FDA CDISC SDTM Submission
FDA_CDISCfree10 data-quality rules for FDA clinical-trial data submitted as CDISC SDTM datasets (within an eCTD submission). Covers required identifier variables, USUBJID cross-domain referential integrity, CDISC Controlled Terminology conformance, ISO 8601 dates, DOMAIN consistency, sequence uniqueness, and visit referential checks. Use it to catch SDTM conformance issues before a define.xml / Pinnacle 21 validation run.
Checks included (20)
USUBJID Exists in DM
Every subject referenced in a domain (e.g. AE, EX, LB) must exist in the Demographics (DM) domain.

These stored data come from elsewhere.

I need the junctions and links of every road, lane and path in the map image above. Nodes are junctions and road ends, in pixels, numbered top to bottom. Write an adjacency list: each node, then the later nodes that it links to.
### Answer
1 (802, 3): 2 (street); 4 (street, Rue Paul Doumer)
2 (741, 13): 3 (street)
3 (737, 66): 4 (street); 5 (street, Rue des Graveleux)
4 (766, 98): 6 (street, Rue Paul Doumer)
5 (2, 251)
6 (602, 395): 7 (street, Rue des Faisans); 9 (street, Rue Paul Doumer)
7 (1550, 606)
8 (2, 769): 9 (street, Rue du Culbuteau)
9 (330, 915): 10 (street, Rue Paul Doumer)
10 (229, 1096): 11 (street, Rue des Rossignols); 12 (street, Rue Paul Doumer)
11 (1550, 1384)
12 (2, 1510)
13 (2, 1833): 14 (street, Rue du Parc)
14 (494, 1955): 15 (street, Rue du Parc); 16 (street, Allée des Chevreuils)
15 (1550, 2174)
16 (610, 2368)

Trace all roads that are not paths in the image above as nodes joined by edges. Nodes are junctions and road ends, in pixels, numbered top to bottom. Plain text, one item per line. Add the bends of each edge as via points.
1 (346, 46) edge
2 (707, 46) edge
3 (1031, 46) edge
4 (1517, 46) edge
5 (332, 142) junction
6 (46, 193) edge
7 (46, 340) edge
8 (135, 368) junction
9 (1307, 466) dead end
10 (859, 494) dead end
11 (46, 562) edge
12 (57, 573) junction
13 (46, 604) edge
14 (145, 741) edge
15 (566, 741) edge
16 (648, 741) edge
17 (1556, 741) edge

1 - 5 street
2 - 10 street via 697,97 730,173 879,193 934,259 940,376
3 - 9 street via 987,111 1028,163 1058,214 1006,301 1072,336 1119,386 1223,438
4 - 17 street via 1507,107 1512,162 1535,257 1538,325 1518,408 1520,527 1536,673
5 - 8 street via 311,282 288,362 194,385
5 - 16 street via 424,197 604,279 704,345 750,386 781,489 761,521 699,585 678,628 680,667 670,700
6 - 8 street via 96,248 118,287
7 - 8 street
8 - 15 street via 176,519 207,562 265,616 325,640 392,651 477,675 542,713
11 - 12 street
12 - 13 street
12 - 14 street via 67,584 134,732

Coded Values Conform to CDISC Controlled Terminology
Variables governed by CDISC Controlled Terminology (e.g. AESEV, AEOUT, units) must contain values from the applicable CT codelist.
VISITNUM Exists in Trial Visits (TV)
Each VISITNUM used in a domain must be defined in the Trial Visits (TV) dataset.
AE Coded in MedDRA
Adverse-event dictionary-derived terms (AE.AEDECOD / AEBODSYS) must be valid MedDRA terms for the study's MedDRA version.
ARMCD Exists in Trial Arms (TA)
DM.ARMCD must be defined in the Trial Arms (TA) dataset.
Result Units Conform to CT
Standardized result units (--STRESU) must be values from the CDISC Unit codelist.
SUPP-- Records Link to a Parent
Each Supplemental Qualifier (SUPP--) record's RDOMAIN + USUBJID + IDVAR/IDVARVAL must reference an existing parent-domain record.
--DTC Dates Are ISO 8601(aestdtc)
SDTM date/time variables (--DTC) must be in ISO 8601 format (YYYY-MM-DD or with a time component).
DM.SEX Conforms to Sex Codelist(sex)
DM.SEX must be a value from the CDISC Sex codelist (M, F, U, UNDIFFERENTIATED).
AE Severity Conforms to CT(aesev)
AE.AESEV must be MILD, MODERATE, or SEVERE per CDISC Controlled Terminology.
AE Outcome Conforms to CT(aeout)
AE.AEOUT must be a value from the outcome CT (RECOVERED/RESOLVED, RECOVERING/RESOLVING, NOT RECOVERED/NOT RESOLVED, RECOVERED/RESOLVED WITH SEQUELAE, FATAL, UNKNOWN).
Y/N Variables Are Valid(aepresp)
Variables governed by the (N)Y codelist (e.g. --PRESP, --OCCUR) must be Y or N.
Baseline Flag Is Valid(blfl)
The baseline flag (--BLFL) must be 'Y' or null (never 'N').
DOMAIN Value Matches the Dataset
The DOMAIN variable must equal the two-character domain code of the dataset it appears in.
STUDYID Is Consistent
All records in a submission should carry the same STUDYID.
Start Date Not After End Date
For interval events/interventions, --STDTC must not be after --ENDTC.
Required Identifier Variables Present
Every SDTM record must carry STUDYID, DOMAIN, and USUBJID — the core identifier variables required by the SDTM IG.
USUBJID Present(usubjid)
USUBJID (unique subject identifier) must be populated on every record.
--SEQ Is Unique Within Subject(usubjid_seq)
The sequence number (--SEQ) must be unique within each subject in a domain.
No Duplicate Records (Natural Key)(natural_key)
Each domain record must be unique on its natural key (STUDYID + USUBJID + domain-specific identifying variables).